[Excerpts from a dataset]
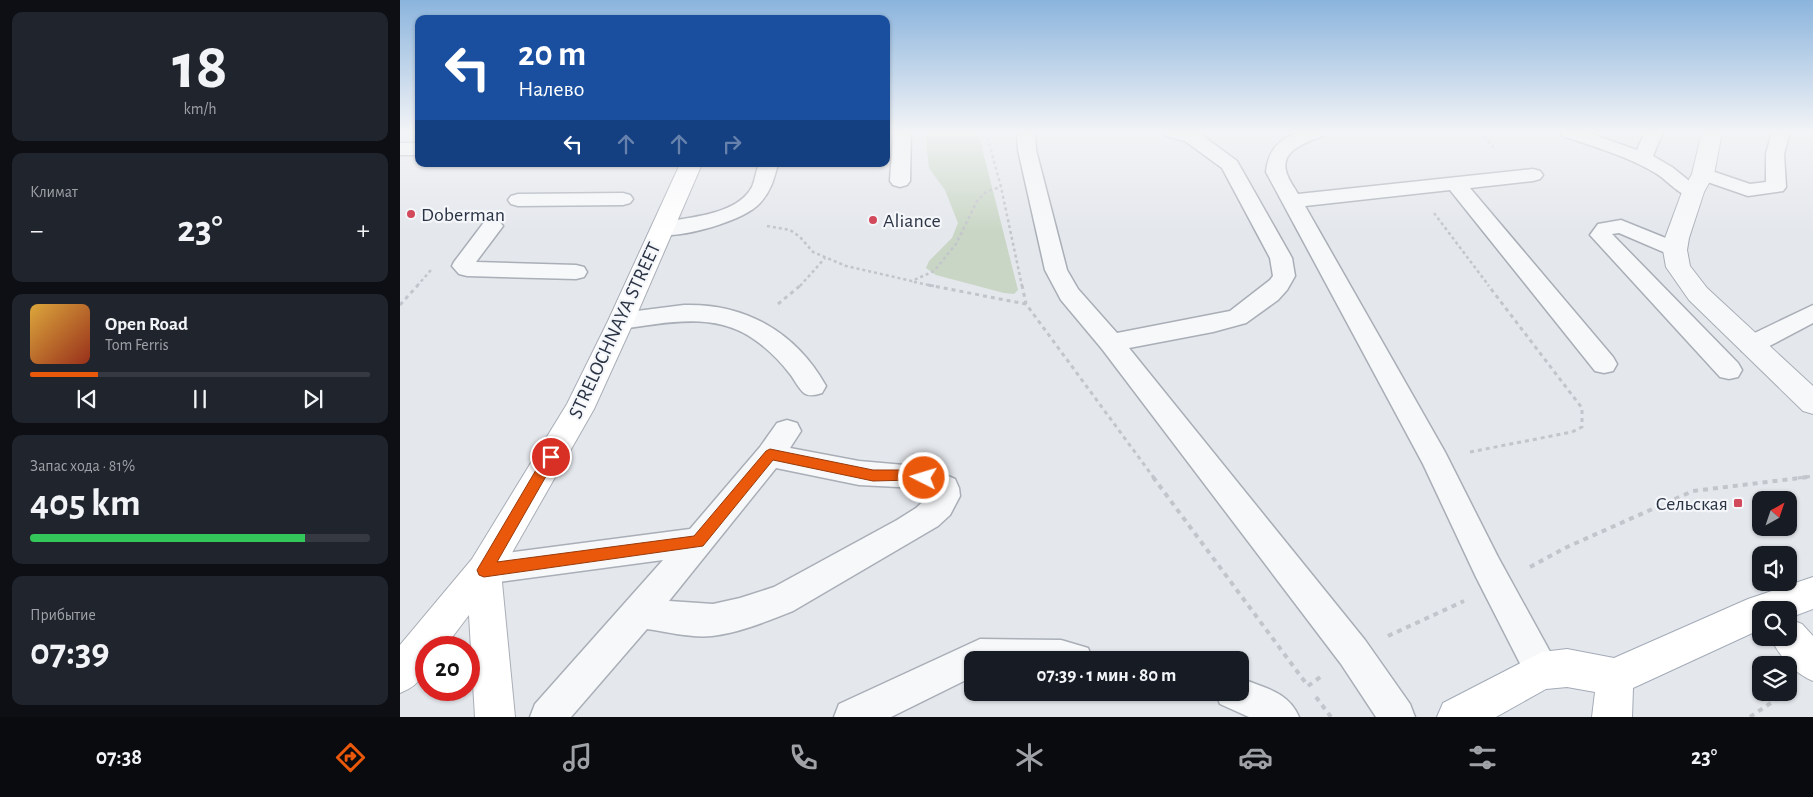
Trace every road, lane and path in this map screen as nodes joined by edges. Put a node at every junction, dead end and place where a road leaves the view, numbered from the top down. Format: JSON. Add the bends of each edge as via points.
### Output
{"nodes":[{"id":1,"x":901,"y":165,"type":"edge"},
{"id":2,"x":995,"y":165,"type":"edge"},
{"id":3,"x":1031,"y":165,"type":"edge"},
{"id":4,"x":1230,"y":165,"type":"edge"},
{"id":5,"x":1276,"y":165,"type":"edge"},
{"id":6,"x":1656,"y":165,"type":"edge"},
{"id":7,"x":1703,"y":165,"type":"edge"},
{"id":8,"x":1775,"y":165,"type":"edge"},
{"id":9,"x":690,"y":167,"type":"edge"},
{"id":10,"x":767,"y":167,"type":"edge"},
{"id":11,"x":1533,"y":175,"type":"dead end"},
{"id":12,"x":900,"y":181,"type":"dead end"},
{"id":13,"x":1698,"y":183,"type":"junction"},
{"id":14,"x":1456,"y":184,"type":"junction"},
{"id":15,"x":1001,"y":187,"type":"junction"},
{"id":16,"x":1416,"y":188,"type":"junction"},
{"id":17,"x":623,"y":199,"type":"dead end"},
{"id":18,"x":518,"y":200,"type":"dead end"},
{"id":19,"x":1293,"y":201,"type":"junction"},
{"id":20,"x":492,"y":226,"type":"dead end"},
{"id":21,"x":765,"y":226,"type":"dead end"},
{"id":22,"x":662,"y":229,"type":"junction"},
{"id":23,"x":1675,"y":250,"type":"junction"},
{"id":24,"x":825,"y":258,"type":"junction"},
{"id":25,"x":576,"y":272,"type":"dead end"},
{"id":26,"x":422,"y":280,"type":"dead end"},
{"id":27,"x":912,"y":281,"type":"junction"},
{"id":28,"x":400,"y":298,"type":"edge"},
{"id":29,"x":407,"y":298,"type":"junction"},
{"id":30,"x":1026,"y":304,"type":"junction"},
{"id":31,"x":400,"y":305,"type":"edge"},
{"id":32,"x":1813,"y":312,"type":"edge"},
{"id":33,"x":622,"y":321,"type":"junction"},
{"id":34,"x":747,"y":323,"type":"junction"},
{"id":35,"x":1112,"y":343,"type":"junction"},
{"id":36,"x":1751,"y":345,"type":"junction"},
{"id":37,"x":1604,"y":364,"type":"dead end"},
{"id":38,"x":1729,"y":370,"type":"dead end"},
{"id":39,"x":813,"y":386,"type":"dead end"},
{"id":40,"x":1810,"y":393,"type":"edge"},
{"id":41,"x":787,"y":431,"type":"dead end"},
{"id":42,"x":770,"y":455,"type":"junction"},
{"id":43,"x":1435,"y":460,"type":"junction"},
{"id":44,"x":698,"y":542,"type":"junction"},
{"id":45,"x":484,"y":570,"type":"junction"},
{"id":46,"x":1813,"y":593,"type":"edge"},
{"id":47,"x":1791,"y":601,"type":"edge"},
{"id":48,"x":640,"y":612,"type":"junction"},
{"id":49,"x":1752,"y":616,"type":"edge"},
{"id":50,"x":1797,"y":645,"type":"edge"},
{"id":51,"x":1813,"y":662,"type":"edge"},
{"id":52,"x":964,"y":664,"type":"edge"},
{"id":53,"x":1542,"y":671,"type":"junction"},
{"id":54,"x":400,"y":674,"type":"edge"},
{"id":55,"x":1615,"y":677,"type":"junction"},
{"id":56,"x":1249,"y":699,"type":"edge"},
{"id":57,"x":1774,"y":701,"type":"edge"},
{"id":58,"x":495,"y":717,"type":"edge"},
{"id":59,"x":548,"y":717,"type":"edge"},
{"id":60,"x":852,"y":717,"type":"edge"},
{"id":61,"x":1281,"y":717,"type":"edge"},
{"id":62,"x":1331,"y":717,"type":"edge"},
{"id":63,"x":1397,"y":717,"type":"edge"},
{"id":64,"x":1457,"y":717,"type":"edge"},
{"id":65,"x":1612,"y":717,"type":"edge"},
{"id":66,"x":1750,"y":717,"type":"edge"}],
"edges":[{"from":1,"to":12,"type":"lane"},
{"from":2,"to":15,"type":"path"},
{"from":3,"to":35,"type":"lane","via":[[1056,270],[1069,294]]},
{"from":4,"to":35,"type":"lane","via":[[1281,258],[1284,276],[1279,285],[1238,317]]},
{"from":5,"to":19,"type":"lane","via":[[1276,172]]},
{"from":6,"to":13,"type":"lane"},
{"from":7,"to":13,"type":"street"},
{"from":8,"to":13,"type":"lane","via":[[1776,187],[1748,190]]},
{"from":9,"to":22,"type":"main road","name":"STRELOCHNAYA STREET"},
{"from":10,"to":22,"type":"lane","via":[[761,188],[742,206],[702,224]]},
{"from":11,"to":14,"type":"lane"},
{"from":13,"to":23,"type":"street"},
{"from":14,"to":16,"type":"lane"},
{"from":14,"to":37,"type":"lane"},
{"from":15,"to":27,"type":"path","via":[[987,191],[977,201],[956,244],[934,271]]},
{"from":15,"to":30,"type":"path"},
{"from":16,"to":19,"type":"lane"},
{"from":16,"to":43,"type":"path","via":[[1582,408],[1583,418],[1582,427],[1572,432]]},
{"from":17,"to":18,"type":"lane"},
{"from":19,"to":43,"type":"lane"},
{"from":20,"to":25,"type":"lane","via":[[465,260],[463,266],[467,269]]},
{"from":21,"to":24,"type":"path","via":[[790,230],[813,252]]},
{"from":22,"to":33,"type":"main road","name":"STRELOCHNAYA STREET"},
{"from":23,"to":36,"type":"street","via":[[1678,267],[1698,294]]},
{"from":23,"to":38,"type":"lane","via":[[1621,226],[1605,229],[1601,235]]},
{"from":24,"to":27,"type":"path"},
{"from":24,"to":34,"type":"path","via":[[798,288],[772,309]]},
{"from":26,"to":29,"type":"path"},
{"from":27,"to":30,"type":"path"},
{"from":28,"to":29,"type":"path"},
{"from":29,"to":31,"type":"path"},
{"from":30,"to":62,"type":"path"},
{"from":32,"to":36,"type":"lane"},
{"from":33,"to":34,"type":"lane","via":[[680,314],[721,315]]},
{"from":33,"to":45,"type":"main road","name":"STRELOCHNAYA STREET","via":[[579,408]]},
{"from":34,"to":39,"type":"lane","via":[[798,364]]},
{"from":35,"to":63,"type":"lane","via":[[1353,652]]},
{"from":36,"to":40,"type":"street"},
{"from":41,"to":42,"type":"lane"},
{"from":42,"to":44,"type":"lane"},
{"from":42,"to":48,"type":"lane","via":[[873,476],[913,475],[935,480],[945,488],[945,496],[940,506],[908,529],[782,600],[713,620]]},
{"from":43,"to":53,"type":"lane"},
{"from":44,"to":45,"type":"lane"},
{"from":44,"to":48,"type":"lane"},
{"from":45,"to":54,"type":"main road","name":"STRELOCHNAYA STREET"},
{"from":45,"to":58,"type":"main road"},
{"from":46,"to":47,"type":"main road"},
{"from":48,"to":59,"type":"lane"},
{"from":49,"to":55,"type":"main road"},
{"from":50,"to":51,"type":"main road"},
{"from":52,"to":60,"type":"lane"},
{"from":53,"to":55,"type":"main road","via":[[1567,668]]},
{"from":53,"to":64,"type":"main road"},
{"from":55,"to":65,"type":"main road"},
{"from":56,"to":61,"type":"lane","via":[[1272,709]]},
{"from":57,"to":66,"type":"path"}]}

§ What is being asked: Please transcribe every entry above exactly, leaving out any pictures.

§ Expected answer:
Trace every road, lane and path in this map screen as nodes joined by edges. Put a node at every junction, dead end and place where a road leaves the view, numbered from the top down. Format: JSON. Add the bends of each edge as via points.
### Output
{"nodes":[{"id":1,"x":901,"y":165,"type":"edge"},
{"id":2,"x":995,"y":165,"type":"edge"},
{"id":3,"x":1031,"y":165,"type":"edge"},
{"id":4,"x":1230,"y":165,"type":"edge"},
{"id":5,"x":1276,"y":165,"type":"edge"},
{"id":6,"x":1656,"y":165,"type":"edge"},
{"id":7,"x":1703,"y":165,"type":"edge"},
{"id":8,"x":1775,"y":165,"type":"edge"},
{"id":9,"x":690,"y":167,"type":"edge"},
{"id":10,"x":767,"y":167,"type":"edge"},
{"id":11,"x":1533,"y":175,"type":"dead end"},
{"id":12,"x":900,"y":181,"type":"dead end"},
{"id":13,"x":1698,"y":183,"type":"junction"},
{"id":14,"x":1456,"y":184,"type":"junction"},
{"id":15,"x":1001,"y":187,"type":"junction"},
{"id":16,"x":1416,"y":188,"type":"junction"},
{"id":17,"x":623,"y":199,"type":"dead end"},
{"id":18,"x":518,"y":200,"type":"dead end"},
{"id":19,"x":1293,"y":201,"type":"junction"},
{"id":20,"x":492,"y":226,"type":"dead end"},
{"id":21,"x":765,"y":226,"type":"dead end"},
{"id":22,"x":662,"y":229,"type":"junction"},
{"id":23,"x":1675,"y":250,"type":"junction"},
{"id":24,"x":825,"y":258,"type":"junction"},
{"id":25,"x":576,"y":272,"type":"dead end"},
{"id":26,"x":422,"y":280,"type":"dead end"},
{"id":27,"x":912,"y":281,"type":"junction"},
{"id":28,"x":400,"y":298,"type":"edge"},
{"id":29,"x":407,"y":298,"type":"junction"},
{"id":30,"x":1026,"y":304,"type":"junction"},
{"id":31,"x":400,"y":305,"type":"edge"},
{"id":32,"x":1813,"y":312,"type":"edge"},
{"id":33,"x":622,"y":321,"type":"junction"},
{"id":34,"x":747,"y":323,"type":"junction"},
{"id":35,"x":1112,"y":343,"type":"junction"},
{"id":36,"x":1751,"y":345,"type":"junction"},
{"id":37,"x":1604,"y":364,"type":"dead end"},
{"id":38,"x":1729,"y":370,"type":"dead end"},
{"id":39,"x":813,"y":386,"type":"dead end"},
{"id":40,"x":1810,"y":393,"type":"edge"},
{"id":41,"x":787,"y":431,"type":"dead end"},
{"id":42,"x":770,"y":455,"type":"junction"},
{"id":43,"x":1435,"y":460,"type":"junction"},
{"id":44,"x":698,"y":542,"type":"junction"},
{"id":45,"x":484,"y":570,"type":"junction"},
{"id":46,"x":1813,"y":593,"type":"edge"},
{"id":47,"x":1791,"y":601,"type":"edge"},
{"id":48,"x":640,"y":612,"type":"junction"},
{"id":49,"x":1752,"y":616,"type":"edge"},
{"id":50,"x":1797,"y":645,"type":"edge"},
{"id":51,"x":1813,"y":662,"type":"edge"},
{"id":52,"x":964,"y":664,"type":"edge"},
{"id":53,"x":1542,"y":671,"type":"junction"},
{"id":54,"x":400,"y":674,"type":"edge"},
{"id":55,"x":1615,"y":677,"type":"junction"},
{"id":56,"x":1249,"y":699,"type":"edge"},
{"id":57,"x":1774,"y":701,"type":"edge"},
{"id":58,"x":495,"y":717,"type":"edge"},
{"id":59,"x":548,"y":717,"type":"edge"},
{"id":60,"x":852,"y":717,"type":"edge"},
{"id":61,"x":1281,"y":717,"type":"edge"},
{"id":62,"x":1331,"y":717,"type":"edge"},
{"id":63,"x":1397,"y":717,"type":"edge"},
{"id":64,"x":1457,"y":717,"type":"edge"},
{"id":65,"x":1612,"y":717,"type":"edge"},
{"id":66,"x":1750,"y":717,"type":"edge"}],
"edges":[{"from":1,"to":12,"type":"lane"},
{"from":2,"to":15,"type":"path"},
{"from":3,"to":35,"type":"lane","via":[[1056,270],[1069,294]]},
{"from":4,"to":35,"type":"lane","via":[[1281,258],[1284,276],[1279,285],[1238,317]]},
{"from":5,"to":19,"type":"lane","via":[[1276,172]]},
{"from":6,"to":13,"type":"lane"},
{"from":7,"to":13,"type":"street"},
{"from":8,"to":13,"type":"lane","via":[[1776,187],[1748,190]]},
{"from":9,"to":22,"type":"main road","name":"STRELOCHNAYA STREET"},
{"from":10,"to":22,"type":"lane","via":[[761,188],[742,206],[702,224]]},
{"from":11,"to":14,"type":"lane"},
{"from":13,"to":23,"type":"street"},
{"from":14,"to":16,"type":"lane"},
{"from":14,"to":37,"type":"lane"},
{"from":15,"to":27,"type":"path","via":[[987,191],[977,201],[956,244],[934,271]]},
{"from":15,"to":30,"type":"path"},
{"from":16,"to":19,"type":"lane"},
{"from":16,"to":43,"type":"path","via":[[1582,408],[1583,418],[1582,427],[1572,432]]},
{"from":17,"to":18,"type":"lane"},
{"from":19,"to":43,"type":"lane"},
{"from":20,"to":25,"type":"lane","via":[[465,260],[463,266],[467,269]]},
{"from":21,"to":24,"type":"path","via":[[790,230],[813,252]]},
{"from":22,"to":33,"type":"main road","name":"STRELOCHNAYA STREET"},
{"from":23,"to":36,"type":"street","via":[[1678,267],[1698,294]]},
{"from":23,"to":38,"type":"lane","via":[[1621,226],[1605,229],[1601,235]]},
{"from":24,"to":27,"type":"path"},
{"from":24,"to":34,"type":"path","via":[[798,288],[772,309]]},
{"from":26,"to":29,"type":"path"},
{"from":27,"to":30,"type":"path"},
{"from":28,"to":29,"type":"path"},
{"from":29,"to":31,"type":"path"},
{"from":30,"to":62,"type":"path"},
{"from":32,"to":36,"type":"lane"},
{"from":33,"to":34,"type":"lane","via":[[680,314],[721,315]]},
{"from":33,"to":45,"type":"main road","name":"STRELOCHNAYA STREET","via":[[579,408]]},
{"from":34,"to":39,"type":"lane","via":[[798,364]]},
{"from":35,"to":63,"type":"lane","via":[[1353,652]]},
{"from":36,"to":40,"type":"street"},
{"from":41,"to":42,"type":"lane"},
{"from":42,"to":44,"type":"lane"},
{"from":42,"to":48,"type":"lane","via":[[873,476],[913,475],[935,480],[945,488],[945,496],[940,506],[908,529],[782,600],[713,620]]},
{"from":43,"to":53,"type":"lane"},
{"from":44,"to":45,"type":"lane"},
{"from":44,"to":48,"type":"lane"},
{"from":45,"to":54,"type":"main road","name":"STRELOCHNAYA STREET"},
{"from":45,"to":58,"type":"main road"},
{"from":46,"to":47,"type":"main road"},
{"from":48,"to":59,"type":"lane"},
{"from":49,"to":55,"type":"main road"},
{"from":50,"to":51,"type":"main road"},
{"from":52,"to":60,"type":"lane"},
{"from":53,"to":55,"type":"main road","via":[[1567,668]]},
{"from":53,"to":64,"type":"main road"},
{"from":55,"to":65,"type":"main road"},
{"from":56,"to":61,"type":"lane","via":[[1272,709]]},
{"from":57,"to":66,"type":"path"}]}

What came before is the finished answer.